Two weeks ago, I wrote about having a single corporate goal. Economic Value Added (EVA) is a great metric that can align the organization around a single financial goal. It also has a great correlation with market value (for public firms, according to the developers, Stern Stewart) and similarly enterprise value (for private firms). For employee-owned companies, it seems a must. EVA can be calculated on a monthly basis, whereas the stock value for an ESOP is figured out annually. For more info, see 4ward Associates. Because it's monthly, your employees will be interested in whether EVA is increasing or decreasing. I used to have employees ask me about EVA within 2 days of month-end. They were excited to know what it was doing. They knew how to contribute to it on a daily basis.
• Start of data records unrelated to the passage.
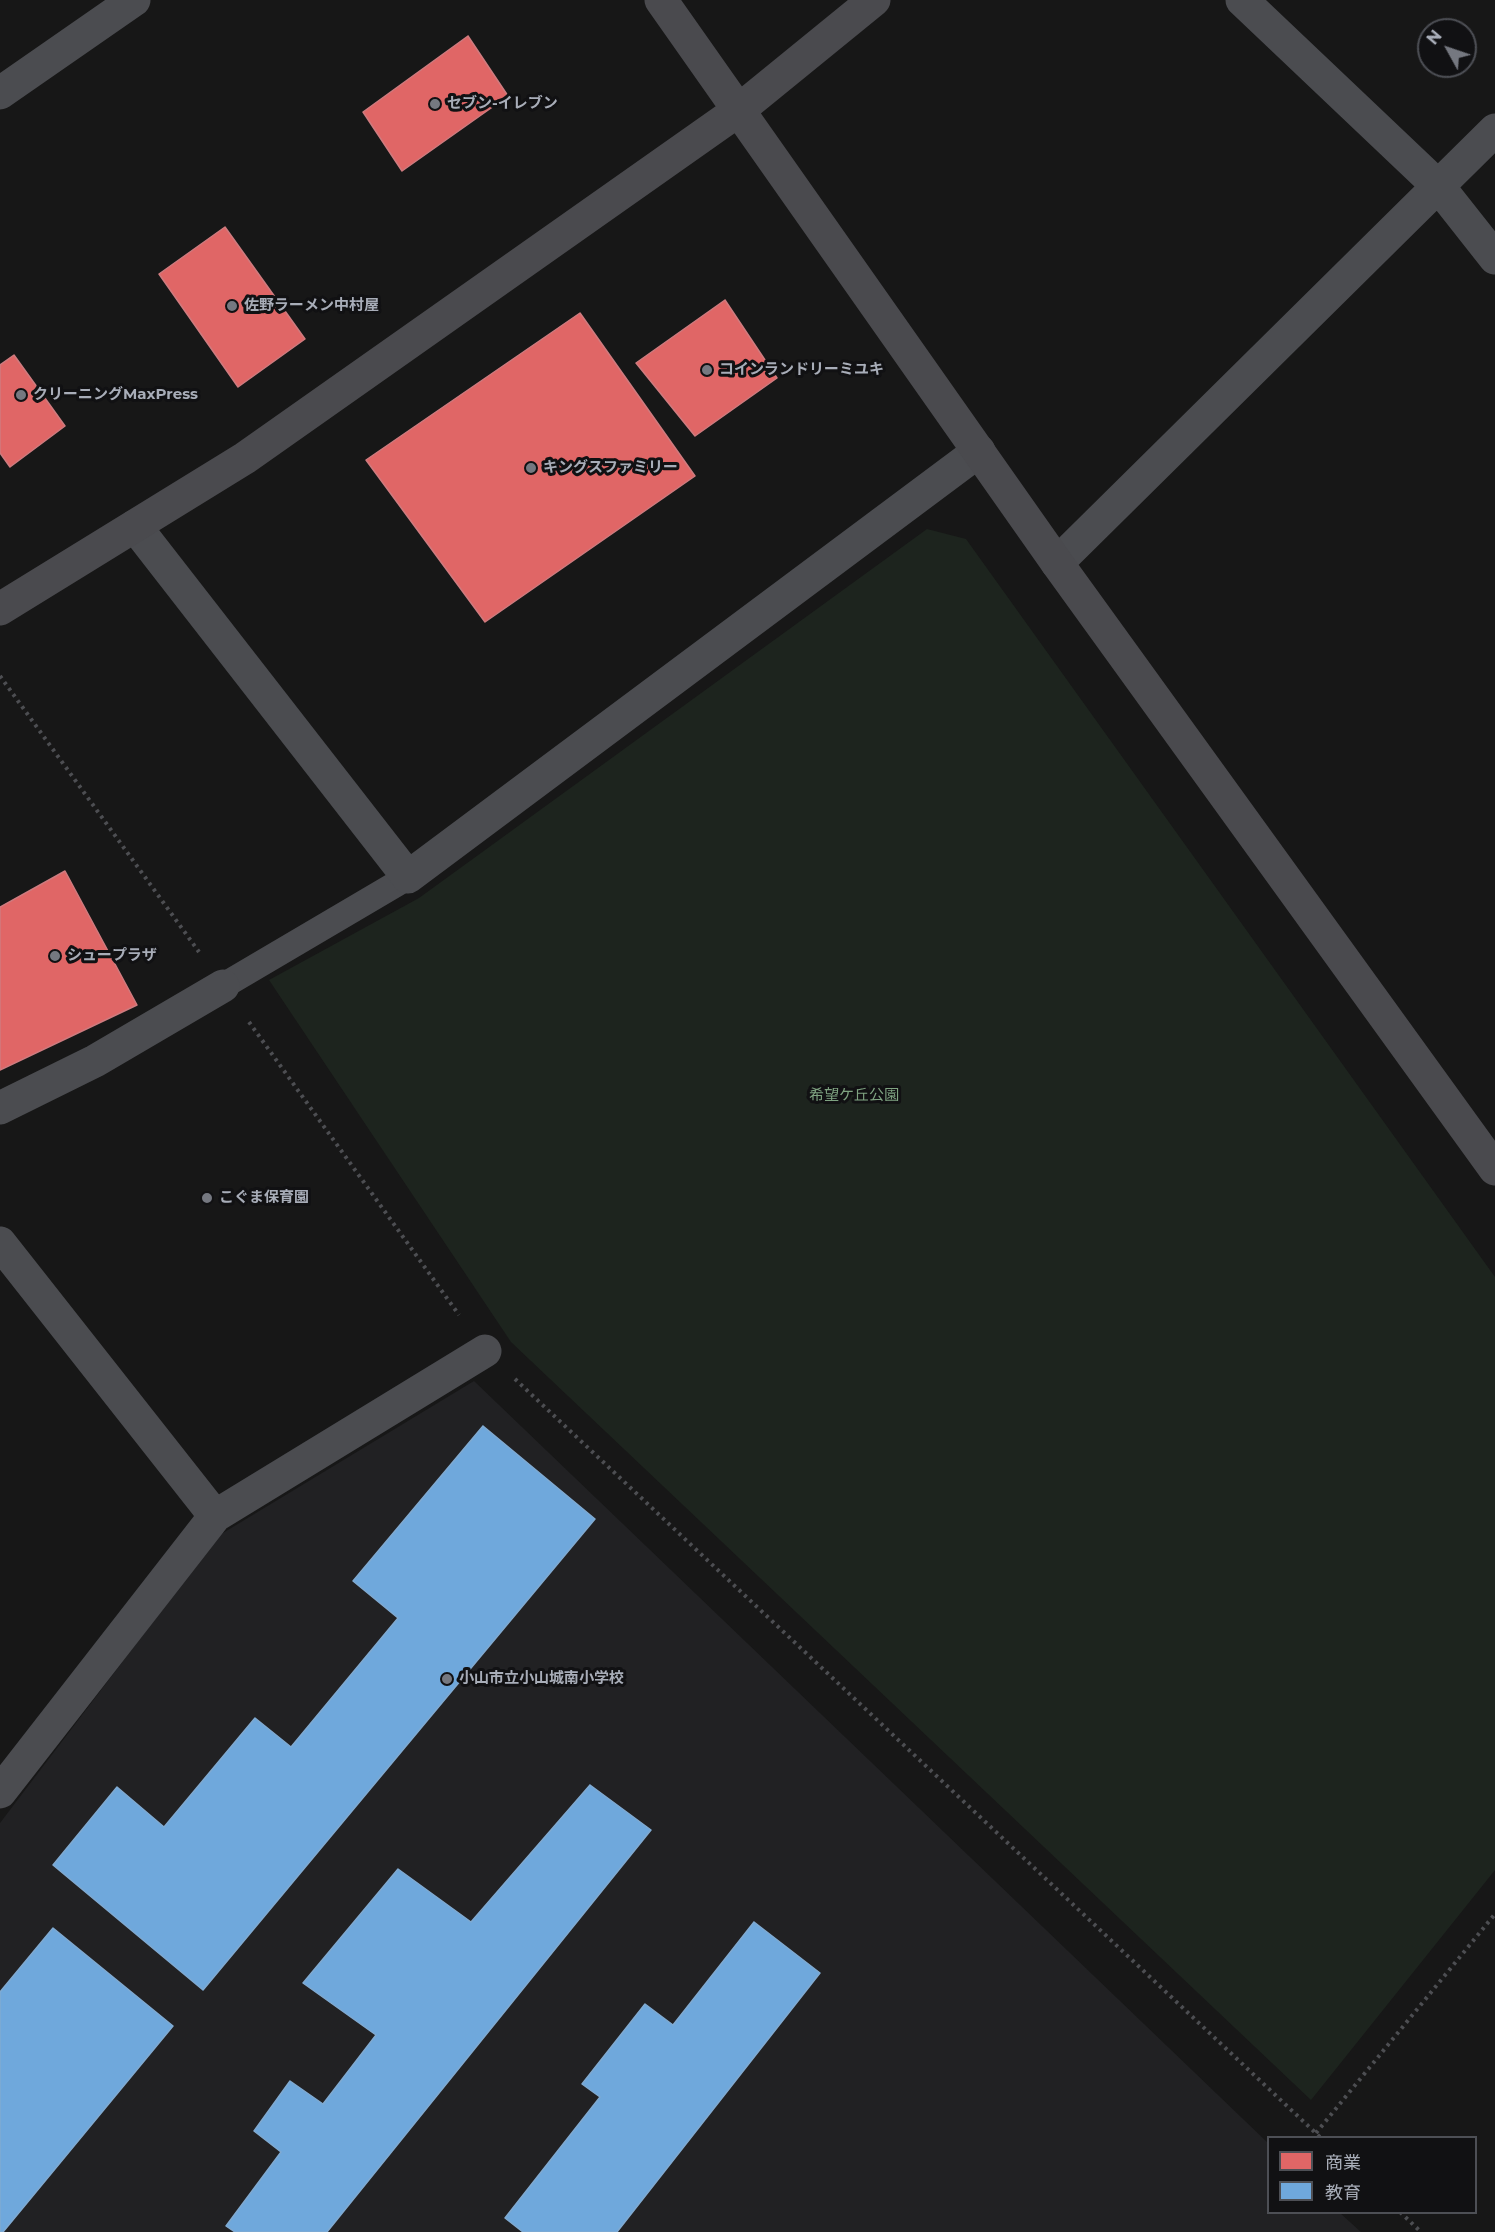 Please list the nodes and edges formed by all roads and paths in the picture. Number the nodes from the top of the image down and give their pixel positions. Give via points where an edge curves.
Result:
1 (134, 0) edge
2 (662, 0) edge
3 (874, 0) edge
4 (1242, 0) edge
5 (0, 93) edge
6 (739, 110) junction
7 (1495, 130) edge
8 (1439, 187) junction
9 (1495, 258) edge
10 (979, 451) junction
11 (135, 525) junction
12 (1057, 563) junction
13 (0, 609) edge
14 (0, 676) edge
15 (408, 877) junction
16 (223, 986) junction
17 (0, 1108) edge
18 (1495, 1169) edge
19 (0, 1243) edge
20 (485, 1351) junction
21 (215, 1516) junction
22 (0, 1792) edge
23 (1495, 1914) edge
24 (1316, 2133) junction
25 (1319, 2136) edge
26 (1402, 2214) edge
27 (1421, 2232) edge

1 - 5 street
2 - 6 street
3 - 6 street
4 - 8 street
6 - 10 street
6 - 11 street via 245,458
7 - 8 street
8 - 9 street
8 - 12 street
10 - 12 street
10 - 15 street
11 - 13 street
11 - 15 street
12 - 18 street
14 - 16 path
15 - 16 lane
16 - 17 street via 95,1060
16 - 20 path
19 - 21 street
20 - 21 street
20 - 24 path
21 - 22 street
23 - 24 path
24 - 25 path
26 - 27 path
It also helped that they had a bonus tied to it.
EVA helped drive a lot of the right behaviors and decisions. (It can lead to some short-term problems but this is where leadership exists to keep the focus on the long-term with some investments in equipment, inventory, personnel, etc.) We had employees asking questions about such things as increasing inventory (bad for EVA) and higher freight expenses (bad for EVA). It opened a dialogue to explain that the inventory allowed us to charge more, and at a rate greater than our carrying cost, and it allowed us to explain that we're expediting materials in to attain an expedite fee from our customers. It cued the A/R clerk whether to acknowledge a request for longer terms from a customer or fight for payment on an unauthorized deduction from an invoice. We could even calculate a rough-cut EVA by customer or market segment to help us evaluate strategies in those markets.
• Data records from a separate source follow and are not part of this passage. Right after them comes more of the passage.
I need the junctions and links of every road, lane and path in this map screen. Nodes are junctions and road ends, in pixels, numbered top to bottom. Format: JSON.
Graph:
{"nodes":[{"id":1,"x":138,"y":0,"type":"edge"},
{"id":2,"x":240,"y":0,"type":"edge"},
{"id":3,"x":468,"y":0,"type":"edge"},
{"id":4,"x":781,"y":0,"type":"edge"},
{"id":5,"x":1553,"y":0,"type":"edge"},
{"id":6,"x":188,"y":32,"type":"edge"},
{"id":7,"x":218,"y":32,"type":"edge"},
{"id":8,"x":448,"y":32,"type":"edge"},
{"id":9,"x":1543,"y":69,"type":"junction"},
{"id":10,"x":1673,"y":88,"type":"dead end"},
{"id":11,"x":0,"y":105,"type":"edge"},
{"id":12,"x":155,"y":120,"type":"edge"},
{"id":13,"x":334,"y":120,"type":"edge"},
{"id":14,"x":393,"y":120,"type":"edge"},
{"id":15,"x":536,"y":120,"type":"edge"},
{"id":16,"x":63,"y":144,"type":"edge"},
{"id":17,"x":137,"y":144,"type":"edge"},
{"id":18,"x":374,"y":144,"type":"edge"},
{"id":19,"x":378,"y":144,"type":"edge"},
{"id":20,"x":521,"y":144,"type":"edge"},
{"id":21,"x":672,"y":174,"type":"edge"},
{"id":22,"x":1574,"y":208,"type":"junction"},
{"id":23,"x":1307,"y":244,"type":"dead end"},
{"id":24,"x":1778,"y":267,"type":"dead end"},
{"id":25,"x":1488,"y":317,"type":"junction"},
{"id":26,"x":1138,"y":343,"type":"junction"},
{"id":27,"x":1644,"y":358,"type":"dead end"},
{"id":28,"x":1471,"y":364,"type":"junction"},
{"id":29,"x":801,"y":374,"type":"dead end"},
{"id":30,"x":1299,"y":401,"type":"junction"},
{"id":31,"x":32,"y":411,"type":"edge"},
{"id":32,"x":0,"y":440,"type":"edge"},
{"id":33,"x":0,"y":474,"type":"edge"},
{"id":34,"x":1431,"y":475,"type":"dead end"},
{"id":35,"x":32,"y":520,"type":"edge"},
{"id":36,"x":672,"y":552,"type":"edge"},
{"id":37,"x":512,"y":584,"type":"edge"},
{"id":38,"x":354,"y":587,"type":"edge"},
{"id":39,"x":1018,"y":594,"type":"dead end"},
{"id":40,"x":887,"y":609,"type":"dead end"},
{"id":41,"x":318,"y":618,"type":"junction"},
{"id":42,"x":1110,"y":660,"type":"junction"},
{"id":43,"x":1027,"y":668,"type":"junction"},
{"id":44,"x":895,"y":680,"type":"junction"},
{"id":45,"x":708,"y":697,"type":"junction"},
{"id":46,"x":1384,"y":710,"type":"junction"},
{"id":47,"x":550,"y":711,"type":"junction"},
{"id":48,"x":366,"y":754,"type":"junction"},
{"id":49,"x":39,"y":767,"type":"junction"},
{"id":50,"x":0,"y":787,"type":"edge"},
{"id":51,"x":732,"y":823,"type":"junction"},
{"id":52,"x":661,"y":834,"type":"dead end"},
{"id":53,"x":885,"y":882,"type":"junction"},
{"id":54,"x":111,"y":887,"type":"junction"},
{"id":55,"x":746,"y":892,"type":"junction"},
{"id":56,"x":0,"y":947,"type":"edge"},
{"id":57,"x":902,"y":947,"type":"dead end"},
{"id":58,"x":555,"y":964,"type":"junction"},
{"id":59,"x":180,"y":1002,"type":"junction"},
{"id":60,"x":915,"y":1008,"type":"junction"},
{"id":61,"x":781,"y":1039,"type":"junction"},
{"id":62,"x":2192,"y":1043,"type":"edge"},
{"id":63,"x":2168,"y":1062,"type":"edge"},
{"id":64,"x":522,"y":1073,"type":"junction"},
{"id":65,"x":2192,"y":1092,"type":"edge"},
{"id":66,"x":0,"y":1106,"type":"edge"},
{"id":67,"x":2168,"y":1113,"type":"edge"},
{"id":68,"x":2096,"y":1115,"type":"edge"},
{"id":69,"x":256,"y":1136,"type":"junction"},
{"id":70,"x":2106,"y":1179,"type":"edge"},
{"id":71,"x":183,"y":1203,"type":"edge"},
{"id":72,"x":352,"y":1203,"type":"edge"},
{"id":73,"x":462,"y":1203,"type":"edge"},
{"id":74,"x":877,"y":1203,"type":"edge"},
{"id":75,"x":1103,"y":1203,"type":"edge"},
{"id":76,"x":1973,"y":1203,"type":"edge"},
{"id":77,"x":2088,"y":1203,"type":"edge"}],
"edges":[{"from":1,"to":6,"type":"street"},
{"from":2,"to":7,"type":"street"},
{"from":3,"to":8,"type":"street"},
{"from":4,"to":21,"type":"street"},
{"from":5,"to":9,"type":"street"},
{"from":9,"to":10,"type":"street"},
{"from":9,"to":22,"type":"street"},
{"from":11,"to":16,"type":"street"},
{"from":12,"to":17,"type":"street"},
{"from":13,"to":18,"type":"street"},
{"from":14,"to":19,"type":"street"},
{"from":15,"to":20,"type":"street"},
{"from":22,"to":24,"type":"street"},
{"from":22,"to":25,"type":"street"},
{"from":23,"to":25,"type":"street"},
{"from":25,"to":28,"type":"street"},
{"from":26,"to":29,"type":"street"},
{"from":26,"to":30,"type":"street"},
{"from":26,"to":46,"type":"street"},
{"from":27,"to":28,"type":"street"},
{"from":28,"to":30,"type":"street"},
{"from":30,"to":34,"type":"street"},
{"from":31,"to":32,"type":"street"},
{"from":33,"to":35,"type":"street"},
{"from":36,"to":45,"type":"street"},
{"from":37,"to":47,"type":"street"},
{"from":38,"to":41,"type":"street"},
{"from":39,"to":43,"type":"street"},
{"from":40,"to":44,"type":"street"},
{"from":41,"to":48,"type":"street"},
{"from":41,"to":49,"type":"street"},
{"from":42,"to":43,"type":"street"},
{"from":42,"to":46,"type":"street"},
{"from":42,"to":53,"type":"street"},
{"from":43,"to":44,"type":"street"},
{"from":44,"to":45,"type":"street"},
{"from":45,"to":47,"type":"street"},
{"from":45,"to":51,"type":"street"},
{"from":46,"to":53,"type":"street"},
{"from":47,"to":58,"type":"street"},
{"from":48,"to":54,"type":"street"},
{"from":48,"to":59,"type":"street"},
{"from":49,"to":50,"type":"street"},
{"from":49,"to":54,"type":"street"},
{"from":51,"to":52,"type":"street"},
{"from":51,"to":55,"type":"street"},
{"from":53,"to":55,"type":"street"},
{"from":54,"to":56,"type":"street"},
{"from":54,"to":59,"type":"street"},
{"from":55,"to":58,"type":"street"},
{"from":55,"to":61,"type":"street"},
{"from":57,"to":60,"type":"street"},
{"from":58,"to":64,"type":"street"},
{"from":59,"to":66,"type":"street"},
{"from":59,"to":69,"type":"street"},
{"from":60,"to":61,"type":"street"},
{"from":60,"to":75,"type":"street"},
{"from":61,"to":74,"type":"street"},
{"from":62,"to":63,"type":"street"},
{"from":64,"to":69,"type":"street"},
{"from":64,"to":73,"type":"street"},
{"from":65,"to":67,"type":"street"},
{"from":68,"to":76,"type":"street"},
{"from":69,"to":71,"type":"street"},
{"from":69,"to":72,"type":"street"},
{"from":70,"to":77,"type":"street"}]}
EVA is the difference between net operating profit after taxes (NOPAT) and a portion of the capital investment. The capital factor became a threshold for evaluating a lot of options. For capital, we could look at the base equity, but more often we factored in most of the assets less most of the liabilities. If we could increase income beyond the 20% cost of A/R or inventory, then it was worthwhile. 20% is a typical weighted cost of capital for many private firms. It's the expected rate of return for investments.
Because EVA is a combination of the income statement and the balance sheet, it's a great metric for teaching people how they contribute to the growth in the value of the company. Because it's a combination, everyone has some influence on its movements. A line of sight is easily created. People know exactly what their responsibility is in the playbook of your business.
For those practicing the Great Game of Business, and having weekly huddles, a monthly report on EVA is a plus. Not only will employees have an eye on the scorecard with relation to profits, but they'll know if they're increasing the value of the company. Now for ESOP's, that's a must.